The poll found religion has replaced race as the biggest equality issue, with six in 10 Brits thinking it is more divisive. Mass tension has grown following terror attacks from Muslim fanatics, including the 7/7 Tube bombings in 2005.
The war in Iraq has also added to divisions leaving many communities split.
But critics are fuming Muslims are refusing to fit into our way of life.
English Democrats’ chairman Robin Tilbrook said: “As far as I’m concerned, what we want to be about is having an integrated society.
“If people don’t want to integrate, they shouldn't be here.
“It’s not at all right to have what’s really a sort of ghetto situation developing – it’s going to lead to trouble.
“We can’t have a single society with lots of different rules.” Stephen Green, national director of Christian Voice, said: “I’m not surprised because there are already Muslim enclaves all over the country.
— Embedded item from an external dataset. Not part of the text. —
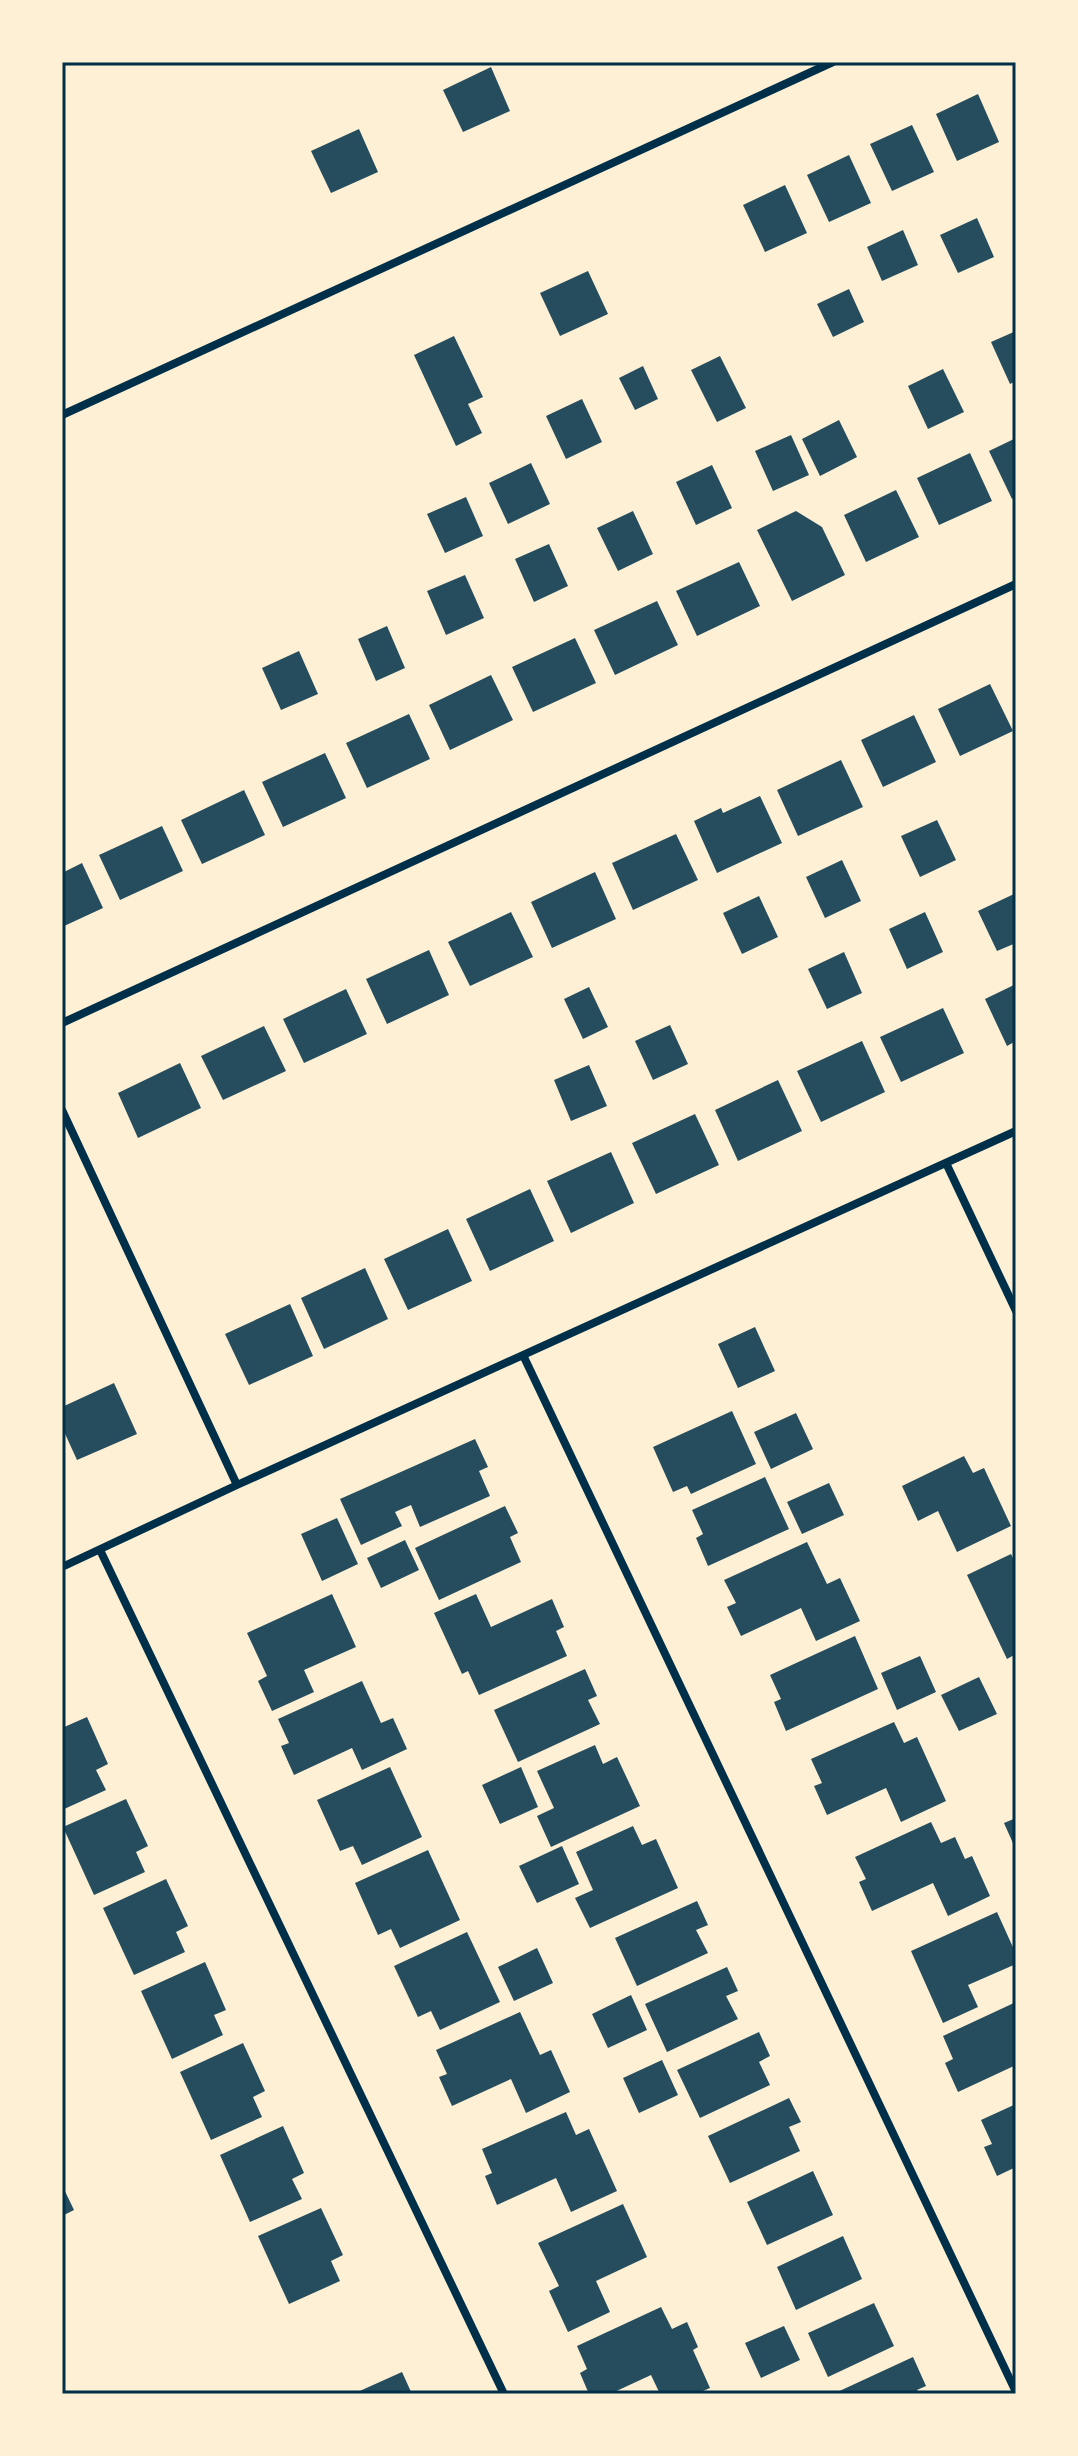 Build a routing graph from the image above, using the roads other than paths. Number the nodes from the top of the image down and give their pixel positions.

They keep themselves to themselves anyway.”
The Equalities and Human Rights Commission poll found 67% of Muslims would not be happy for their child to marry someone of a different religion. But marrying someone from a different race bothers them less, with 61% content with the idea.
The shock results come a day after commission chairman Trevor Phillips said Britain was “by far” the least racist country in Europe.
And the commission said the poll confirmed Brits are “increasingly at ease with racial diversity”.
It found 58% of ethnic minorities are optimistic about the future and 56% of the public think Britain will have a non-white Prime Minister within the next 20 years. But minority groups are still wary about the police, with 53% believing the failings made in the Stephen Lawrence murder could happen again.
Mr Phillips, 55, said: “At this historic moment, when America has chosen its first black leader, it is heartening to recognise that here in Britain we have a sophisticated sense of our own identity and an appreciation and interest in difference. But we can’t be complacent.
“The survey points to emerging religious divisions. And as we mark a darker moment in our history, the 10th anniversary into the murder of Stephen Lawrence, it is clear the police still have work to do to convince our ethnic minority communities they deserve their trust.